Nearly simultaneously, a viral video shows a woman in Texas approaching Hindu women of Indian origin, without provocation threatening to shoot them, yelling, “Go back to India, we don’t want you here, I hate you f******g Indians.”
In the midst of this, on India’s Independence Day, a few business owners in Edison, New Jersey included in a local parade a bulldozer with photos of Indian political leaders. This was perceived by some as an endorsement of those leaders’ alleged anti-minority policies. The incident was used to target unrelated Hindu American temples, organizations, and even student groups, as somehow complicit. That those business leaders claimed no Hindu motivation for their actions and apologized, didn’t matter.
Hate crimes deploying well known anti-immigrant slurs and Hinduphobic rhetoric are not new to New Jersey, where dozens of “Dotbuster” attacks of the late 1980s shook our community.
Despite this history of attacks on Hindus, we lack an accurate understanding as to the prevalence of anti-Hindu attacks. The FBI only recently began tracking anti-Hindu crimes as a separate category.
At the root of these attacks and slurs are centuries-old racist, colonial stereotypes that paint Indians as bizarre, immoral, and cruel. Sometimes the attacks are captured on video, but often they’re more subtle.
On the right, Hindus are considered collaborators in the “great replacement” or seen as heathens. On the left, Hindu American institutions and individuals are demonized, as after the ill-conceived parade float, through fear-mongering about an imagined Hindu threat of global takeover. We’re labeled “Hindu supremacists,” alleged to have dual loyalty to the Indian government and even falsely accused of funding violence in India.
Social media also fuels physical attacks and is increasingly an unsafe space for Hindus. A recent report by Rutgers University’s Network Contagion Research Institute found that “derogatory posts toward Hindus [are] present in subcultural social media platforms including 4chan, Telegram and Gab,” and that, “anti-Hindu memes, hashtags and slogans [are] growing prolifically across these fringe online platforms as well as Twitter.”
Ironically, though this anti-Hindu disinformation report was released at Rutgers, Rutgers-Newark is often at the center of a spate of this disinformation.

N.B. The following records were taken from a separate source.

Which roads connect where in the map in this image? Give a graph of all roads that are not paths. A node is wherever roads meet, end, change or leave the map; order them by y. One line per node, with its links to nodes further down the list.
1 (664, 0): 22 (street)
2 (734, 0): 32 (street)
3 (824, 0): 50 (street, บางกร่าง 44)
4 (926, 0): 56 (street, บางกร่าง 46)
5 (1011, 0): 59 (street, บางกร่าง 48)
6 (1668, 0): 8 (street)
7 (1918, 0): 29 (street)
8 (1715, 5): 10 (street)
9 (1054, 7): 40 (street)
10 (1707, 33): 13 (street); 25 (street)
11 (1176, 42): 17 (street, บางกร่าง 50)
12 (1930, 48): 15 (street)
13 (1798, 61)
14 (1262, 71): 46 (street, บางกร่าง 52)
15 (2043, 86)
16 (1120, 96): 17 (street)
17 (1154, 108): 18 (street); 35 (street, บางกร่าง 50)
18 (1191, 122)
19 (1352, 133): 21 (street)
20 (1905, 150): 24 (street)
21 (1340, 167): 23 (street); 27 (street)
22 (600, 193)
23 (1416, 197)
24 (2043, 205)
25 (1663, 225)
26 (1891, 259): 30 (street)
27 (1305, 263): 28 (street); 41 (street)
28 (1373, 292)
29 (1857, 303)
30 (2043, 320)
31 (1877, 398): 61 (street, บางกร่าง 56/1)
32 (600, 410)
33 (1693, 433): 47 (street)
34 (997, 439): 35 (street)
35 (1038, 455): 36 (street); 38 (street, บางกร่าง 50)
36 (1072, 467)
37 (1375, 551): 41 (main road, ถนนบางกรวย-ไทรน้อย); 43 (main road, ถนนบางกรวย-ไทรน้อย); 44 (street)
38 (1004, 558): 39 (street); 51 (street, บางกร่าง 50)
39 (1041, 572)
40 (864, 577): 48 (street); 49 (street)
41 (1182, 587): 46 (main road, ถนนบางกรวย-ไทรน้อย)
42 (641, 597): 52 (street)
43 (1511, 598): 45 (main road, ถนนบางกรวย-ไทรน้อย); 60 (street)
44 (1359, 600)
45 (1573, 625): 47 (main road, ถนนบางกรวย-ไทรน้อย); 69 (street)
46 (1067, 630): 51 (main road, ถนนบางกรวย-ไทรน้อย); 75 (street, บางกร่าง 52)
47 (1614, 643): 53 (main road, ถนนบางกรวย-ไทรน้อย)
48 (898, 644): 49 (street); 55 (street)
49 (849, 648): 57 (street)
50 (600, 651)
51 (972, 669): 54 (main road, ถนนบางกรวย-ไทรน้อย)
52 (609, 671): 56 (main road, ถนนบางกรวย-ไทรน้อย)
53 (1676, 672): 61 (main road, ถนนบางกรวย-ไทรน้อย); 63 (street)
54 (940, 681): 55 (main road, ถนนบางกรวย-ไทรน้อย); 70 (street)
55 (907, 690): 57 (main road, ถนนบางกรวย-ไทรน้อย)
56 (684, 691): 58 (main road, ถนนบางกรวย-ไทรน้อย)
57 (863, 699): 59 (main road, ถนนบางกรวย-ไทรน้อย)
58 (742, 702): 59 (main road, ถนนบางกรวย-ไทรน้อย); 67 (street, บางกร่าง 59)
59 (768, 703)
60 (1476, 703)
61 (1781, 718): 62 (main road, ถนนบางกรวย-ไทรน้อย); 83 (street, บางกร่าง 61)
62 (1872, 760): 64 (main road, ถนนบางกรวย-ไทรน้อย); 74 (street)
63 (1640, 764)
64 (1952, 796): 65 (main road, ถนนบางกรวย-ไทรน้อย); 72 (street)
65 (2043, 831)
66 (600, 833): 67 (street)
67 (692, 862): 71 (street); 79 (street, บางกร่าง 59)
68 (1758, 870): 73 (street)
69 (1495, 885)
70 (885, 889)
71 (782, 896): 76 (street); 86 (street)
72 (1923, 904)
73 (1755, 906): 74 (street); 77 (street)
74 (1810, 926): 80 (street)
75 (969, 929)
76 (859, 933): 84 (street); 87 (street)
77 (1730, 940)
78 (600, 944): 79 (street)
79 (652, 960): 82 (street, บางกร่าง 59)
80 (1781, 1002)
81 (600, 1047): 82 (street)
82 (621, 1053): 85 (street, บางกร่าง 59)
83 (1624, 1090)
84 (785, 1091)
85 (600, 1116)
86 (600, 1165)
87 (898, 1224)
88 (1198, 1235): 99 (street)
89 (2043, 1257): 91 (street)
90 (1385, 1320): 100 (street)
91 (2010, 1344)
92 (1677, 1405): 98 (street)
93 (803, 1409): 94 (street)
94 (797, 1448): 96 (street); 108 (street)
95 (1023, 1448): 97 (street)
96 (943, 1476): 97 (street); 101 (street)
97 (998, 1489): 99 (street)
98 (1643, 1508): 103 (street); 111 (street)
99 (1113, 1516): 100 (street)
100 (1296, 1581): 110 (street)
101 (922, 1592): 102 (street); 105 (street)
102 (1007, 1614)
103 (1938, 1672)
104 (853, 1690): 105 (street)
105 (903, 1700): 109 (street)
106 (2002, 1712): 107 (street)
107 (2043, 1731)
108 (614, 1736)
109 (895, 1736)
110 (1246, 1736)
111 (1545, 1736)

Last year, Hindu students at Rutgers protested against a Rutgers-Newark professor, Audrey Truschke, who joined other scholar-activists in denying that Hinduphobia even exists, and released a “field manual” which fear-mongers about the dangers of Hindu students espousing “Hindu-centric ideas.” When she posted on Twitter that a revered Hindu deity is a “misogynist pig,” her response to Hindu students feeling targeted was to gaslight them saying they were doing the bidding of India’s ruling political party. Shocked, Rutgers University’s Student Assembly passed a rare resolution acknowledging the reality of Hinduphobia, and the university administration reportedly made efforts to understand student concerns.
All of this has real world consequences. Dehumanizing Hindus allows for prejudice and bias to manifest in different ways, including the hate crimes we witnessed.
But sometimes acts of hate galvanize change. Political leaders have weighed in, calling out Hinduphobia and the anti-Indian attacks, as have Hispanic leaders and Armenian Americans. And Hindu Americans are increasingly defending themselves, either by speaking up for themselves or taking those who defame them to court.*
Hate and fear are rooted in ignorance. But when social media, and even those entrusted to educate, exacerbate divisions, we must call it out and demand better.
*Professor Audrey Truschke, mentioned in this piece, is a co-defendant in a pending lawsuit for defamation and conspiracy to defame filed by the Foundation.